Ormai si sa, Viterbo è la madre di tante personalità di spicco a livello locale, provinciale e internazionale. Uomini e donne che, in un modo o nell’altro, si sono distinti dalla massa compiendo un qualcosa di importante. Lasciando un segno indelebile sulla società.
In questo caso specifico però non ci si riferisce affatto ai gol del bomber Leonardo Bonucci o ai tour internazionali del ronciglionese Marco Mengoni (e mettiamoci pure Bernabei e i Dear Jack). Qui si parla piuttosto delle gesta coraggiose di un uomo che, pur rischiando la vita, ha portato avanti i suoi ideali durante una delle pagine più brutte della storia italiana. Qui si parla di Duilio Mainella, detto il “Leone di Viterbo”, scomparso precisamente il 30 luglio di 44 anni fa.
L’anniversario della sua morte offre l’occasione di ricordare le vicende di un uomo che è stato il simbolo vivente della cultura repubblicana, antifascista e progressista della Tuscia. Il “Leone di Viterbo” sbarcava il lunario facendo lo scalpellino (mestiere molto prezioso e diffuso nella città, nei primi anni del ‘900), ma insieme all’artigiano cresceva la sua sensibilità politica. Sempre in prima linea. C’era nelle lotte dei lavoratori per le conquiste sindacali, c’era in piazza del Teatro durante il comizio del fascista Giuseppe Bottai, quando alzò la voce per interromperlo.
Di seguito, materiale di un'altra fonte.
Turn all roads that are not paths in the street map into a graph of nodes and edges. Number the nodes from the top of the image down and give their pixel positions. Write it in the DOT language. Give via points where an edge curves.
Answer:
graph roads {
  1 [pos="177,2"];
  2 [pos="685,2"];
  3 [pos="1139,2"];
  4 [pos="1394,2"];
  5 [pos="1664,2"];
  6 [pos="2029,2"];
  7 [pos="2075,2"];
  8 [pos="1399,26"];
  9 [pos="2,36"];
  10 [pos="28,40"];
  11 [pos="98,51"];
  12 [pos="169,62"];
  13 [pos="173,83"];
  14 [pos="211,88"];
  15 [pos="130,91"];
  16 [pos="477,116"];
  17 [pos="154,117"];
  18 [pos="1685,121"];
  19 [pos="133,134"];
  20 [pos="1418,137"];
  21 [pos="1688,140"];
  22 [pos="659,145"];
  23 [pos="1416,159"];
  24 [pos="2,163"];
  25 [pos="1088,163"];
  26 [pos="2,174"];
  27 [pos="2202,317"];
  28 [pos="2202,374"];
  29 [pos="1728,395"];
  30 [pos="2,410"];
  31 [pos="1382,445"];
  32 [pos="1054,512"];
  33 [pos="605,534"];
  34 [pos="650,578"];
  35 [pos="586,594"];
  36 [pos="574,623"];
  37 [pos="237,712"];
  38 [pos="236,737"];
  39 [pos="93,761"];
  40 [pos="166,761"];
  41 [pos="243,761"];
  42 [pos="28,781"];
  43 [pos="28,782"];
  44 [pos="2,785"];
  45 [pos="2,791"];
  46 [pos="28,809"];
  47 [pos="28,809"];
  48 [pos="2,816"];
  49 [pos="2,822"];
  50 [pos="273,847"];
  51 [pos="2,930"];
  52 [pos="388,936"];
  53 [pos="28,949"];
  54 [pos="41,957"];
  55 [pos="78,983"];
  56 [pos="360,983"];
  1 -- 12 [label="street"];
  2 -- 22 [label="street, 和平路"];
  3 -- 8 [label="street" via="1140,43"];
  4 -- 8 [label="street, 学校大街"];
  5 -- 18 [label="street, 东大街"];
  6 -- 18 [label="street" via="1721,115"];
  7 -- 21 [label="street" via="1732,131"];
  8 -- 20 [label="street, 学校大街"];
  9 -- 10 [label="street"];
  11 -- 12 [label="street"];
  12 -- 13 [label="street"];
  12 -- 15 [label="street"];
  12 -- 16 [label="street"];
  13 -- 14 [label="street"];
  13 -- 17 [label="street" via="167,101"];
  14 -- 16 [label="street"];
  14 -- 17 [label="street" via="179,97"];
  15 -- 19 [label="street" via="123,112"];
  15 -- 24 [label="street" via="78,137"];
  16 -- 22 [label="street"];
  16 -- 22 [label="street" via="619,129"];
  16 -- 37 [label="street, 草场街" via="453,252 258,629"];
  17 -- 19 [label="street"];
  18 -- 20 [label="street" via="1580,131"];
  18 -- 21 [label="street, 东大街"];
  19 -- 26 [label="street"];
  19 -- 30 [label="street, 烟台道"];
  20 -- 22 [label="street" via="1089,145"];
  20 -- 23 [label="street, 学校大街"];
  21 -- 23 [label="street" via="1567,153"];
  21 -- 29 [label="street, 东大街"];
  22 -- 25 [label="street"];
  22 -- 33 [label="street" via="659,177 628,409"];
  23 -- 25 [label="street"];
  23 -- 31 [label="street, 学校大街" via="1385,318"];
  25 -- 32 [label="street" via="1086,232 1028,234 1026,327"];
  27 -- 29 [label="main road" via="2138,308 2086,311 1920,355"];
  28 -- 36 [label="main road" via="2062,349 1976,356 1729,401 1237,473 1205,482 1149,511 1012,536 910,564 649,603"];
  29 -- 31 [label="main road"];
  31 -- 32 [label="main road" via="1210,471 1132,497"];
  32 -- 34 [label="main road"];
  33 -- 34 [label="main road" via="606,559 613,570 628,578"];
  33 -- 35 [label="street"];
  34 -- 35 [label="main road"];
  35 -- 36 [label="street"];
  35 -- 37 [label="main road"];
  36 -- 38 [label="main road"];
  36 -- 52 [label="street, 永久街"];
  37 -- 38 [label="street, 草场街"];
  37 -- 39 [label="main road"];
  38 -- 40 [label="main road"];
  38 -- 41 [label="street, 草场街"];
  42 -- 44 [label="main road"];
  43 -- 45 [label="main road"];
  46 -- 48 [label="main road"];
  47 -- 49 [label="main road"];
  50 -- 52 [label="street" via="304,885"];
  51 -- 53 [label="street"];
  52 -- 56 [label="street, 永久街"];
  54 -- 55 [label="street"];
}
C’era anche durante le “Tre giornate di Viterbo” (10-12 luglio 1921) partecipando alla sollevazione che cacciò i fascisti dal capoluogo. E c’era, con frequenza assidua, nelle celle del carcere “per disfattismo politico”, come recita una nota su di lui nell’undicesimo volume dei Quaderni antifascisti nel casellario politico centrale. Infine, c’era tra i vincitori delle elezioni, sedendo tra le sedie dell’amministrazione viterbese come consigliere e assessore.
“Duro e tenace come i massi di peperino che tagliava e scolpiva con le sue mani callose e abilissime”, è il ricordo di don Salvatore del Ciuco, parroco che conosceva personalmente il “Leone di Viterbo”.
Oggi, a 44 anni di distanza, è doveroso fermarsi un attimo. Ricordare Duilio, al di là dell’appartenenza politica, dei colori e delle bandiere, è conoscere una pagina importante della propria storia.
“Il Leone di Viterbo, l’ultimo dei grandi viterbesi antichi, il primo dei moderni, repubblicano per mezzo, anarchico per fine”, così infine lo descrisse il tipografo Sauro Sorbini. E a ricordacelo è l’Anpi, attraverso le parole di Silvio Antonini.